##### MATERIAL FOR THE TASK #####
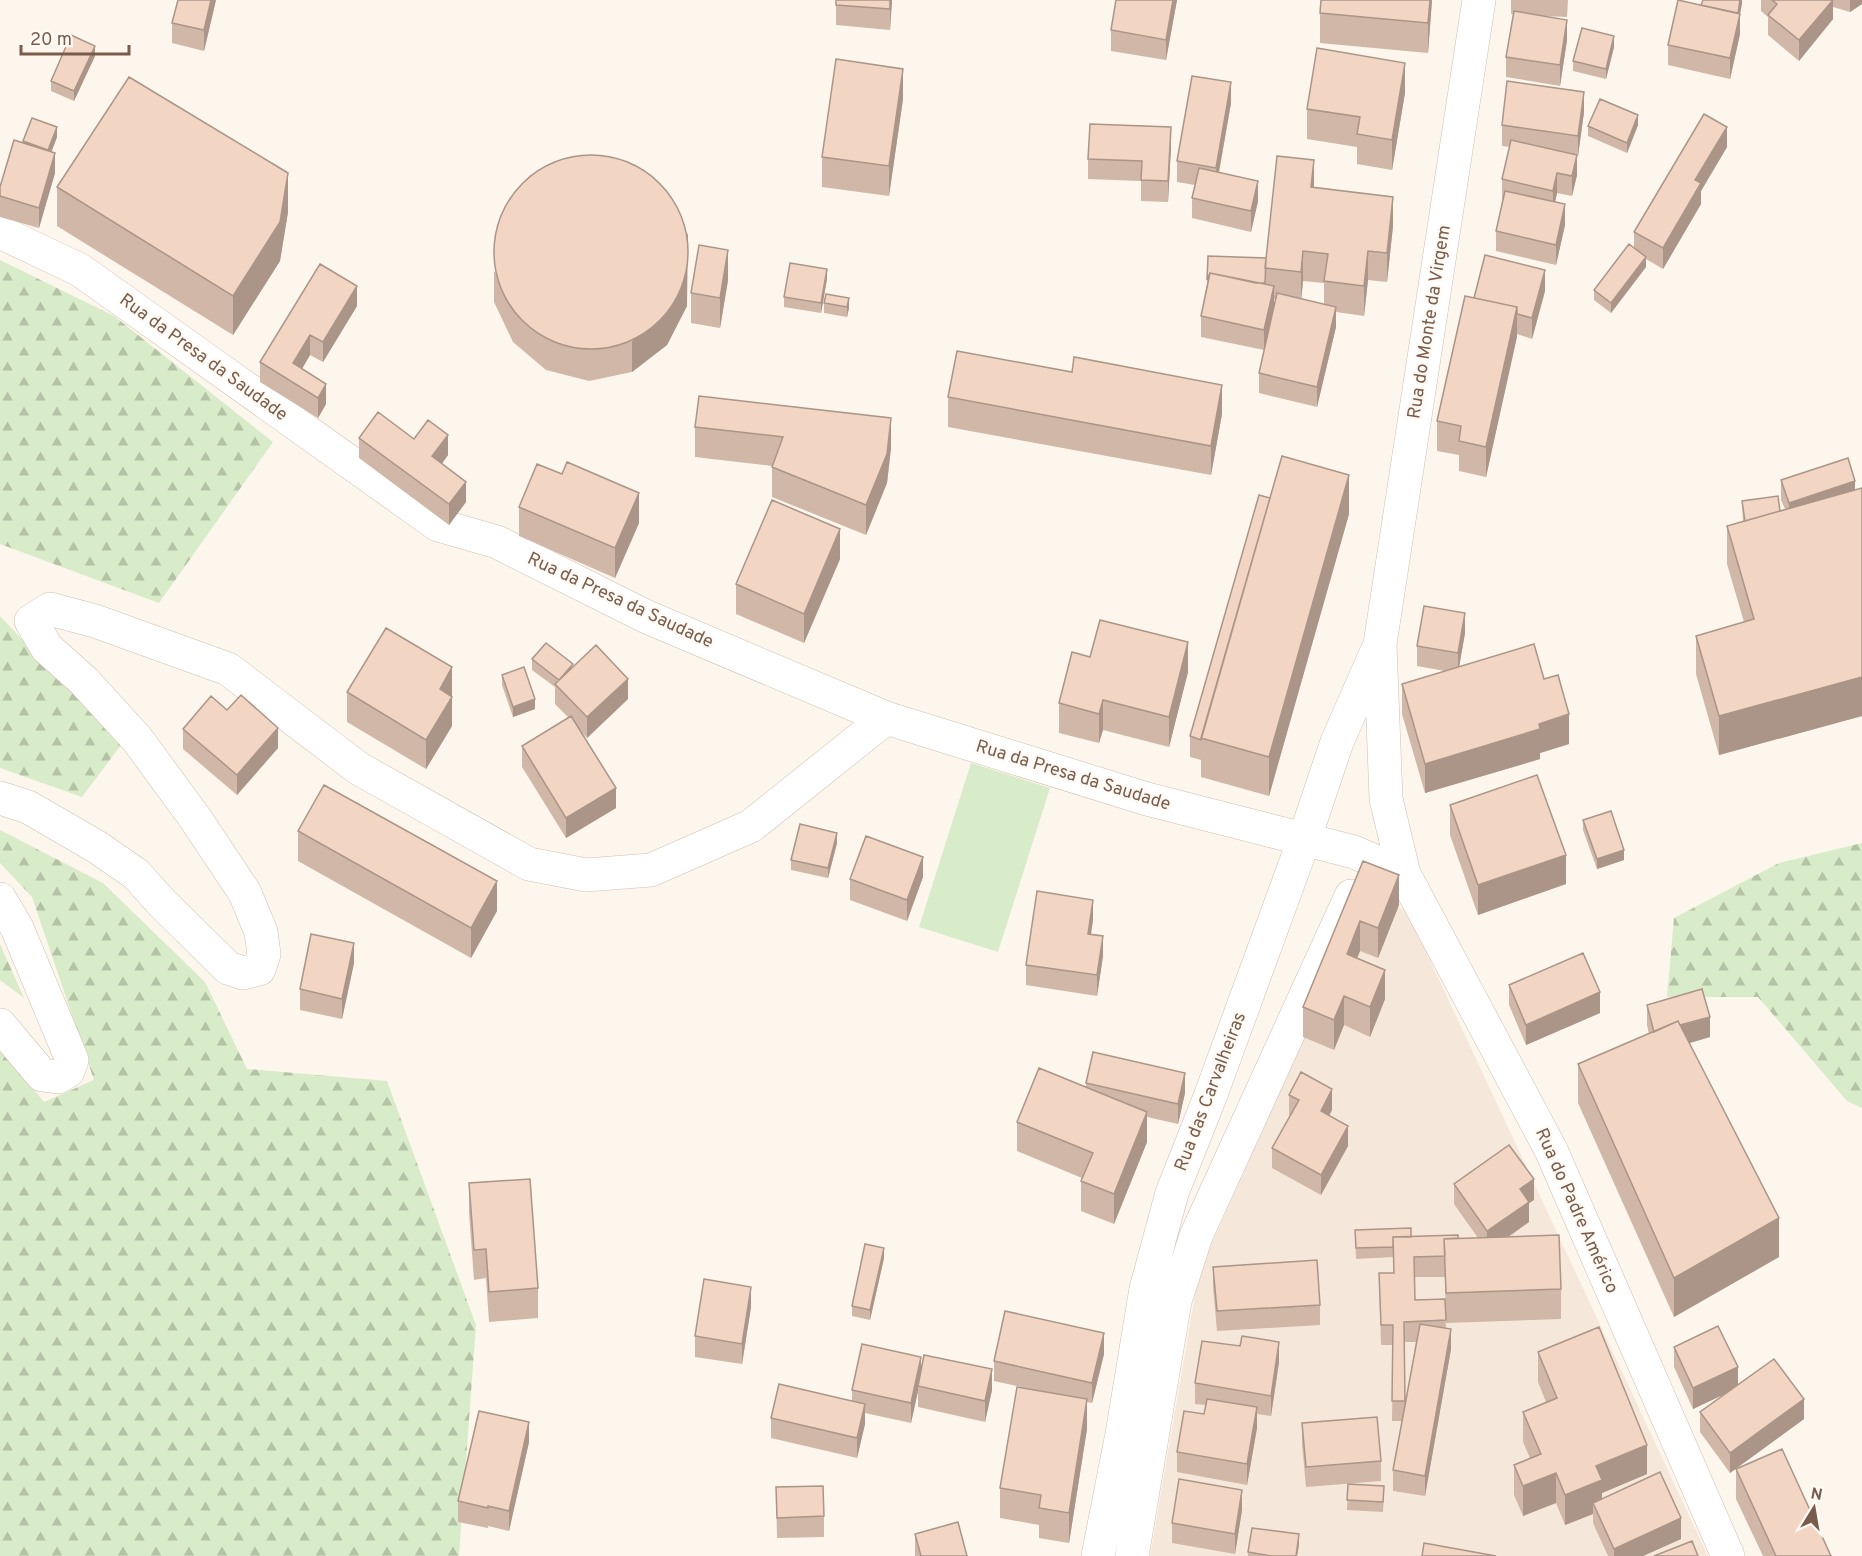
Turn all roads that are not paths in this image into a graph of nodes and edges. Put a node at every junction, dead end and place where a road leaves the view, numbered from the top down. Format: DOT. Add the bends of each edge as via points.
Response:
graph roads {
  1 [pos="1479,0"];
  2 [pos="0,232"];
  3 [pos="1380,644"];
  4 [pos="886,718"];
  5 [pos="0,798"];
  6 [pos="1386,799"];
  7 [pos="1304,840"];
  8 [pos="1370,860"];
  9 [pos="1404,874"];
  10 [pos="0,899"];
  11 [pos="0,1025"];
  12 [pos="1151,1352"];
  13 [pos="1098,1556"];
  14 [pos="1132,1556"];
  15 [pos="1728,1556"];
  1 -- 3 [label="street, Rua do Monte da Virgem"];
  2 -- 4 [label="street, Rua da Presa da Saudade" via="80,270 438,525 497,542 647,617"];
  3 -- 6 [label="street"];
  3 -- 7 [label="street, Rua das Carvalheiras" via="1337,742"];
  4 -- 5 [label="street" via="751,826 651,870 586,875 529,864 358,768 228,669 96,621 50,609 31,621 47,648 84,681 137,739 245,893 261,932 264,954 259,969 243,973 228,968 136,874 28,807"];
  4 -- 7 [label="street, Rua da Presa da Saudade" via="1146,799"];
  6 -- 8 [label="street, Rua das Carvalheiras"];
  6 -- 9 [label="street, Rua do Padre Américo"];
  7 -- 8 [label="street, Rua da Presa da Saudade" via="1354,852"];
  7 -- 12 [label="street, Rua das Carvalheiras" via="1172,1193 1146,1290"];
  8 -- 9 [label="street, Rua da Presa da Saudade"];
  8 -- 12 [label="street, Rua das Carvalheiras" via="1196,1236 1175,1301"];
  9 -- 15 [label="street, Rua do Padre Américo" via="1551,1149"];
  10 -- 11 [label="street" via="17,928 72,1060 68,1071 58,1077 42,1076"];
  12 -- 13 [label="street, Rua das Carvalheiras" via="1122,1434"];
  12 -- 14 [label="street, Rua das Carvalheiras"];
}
#####
(DIRECTIONS FOR THIS TASK): Which lines above include the string "Presa"? Show them.

(RESULT):
  2 -- 4 [label="street, Rua da Presa da Saudade" via="80,270 438,525 497,542 647,617"];
  4 -- 7 [label="street, Rua da Presa da Saudade" via="1146,799"];
  7 -- 8 [label="street, Rua da Presa da Saudade" via="1354,852"];
  8 -- 9 [label="street, Rua da Presa da Saudade"];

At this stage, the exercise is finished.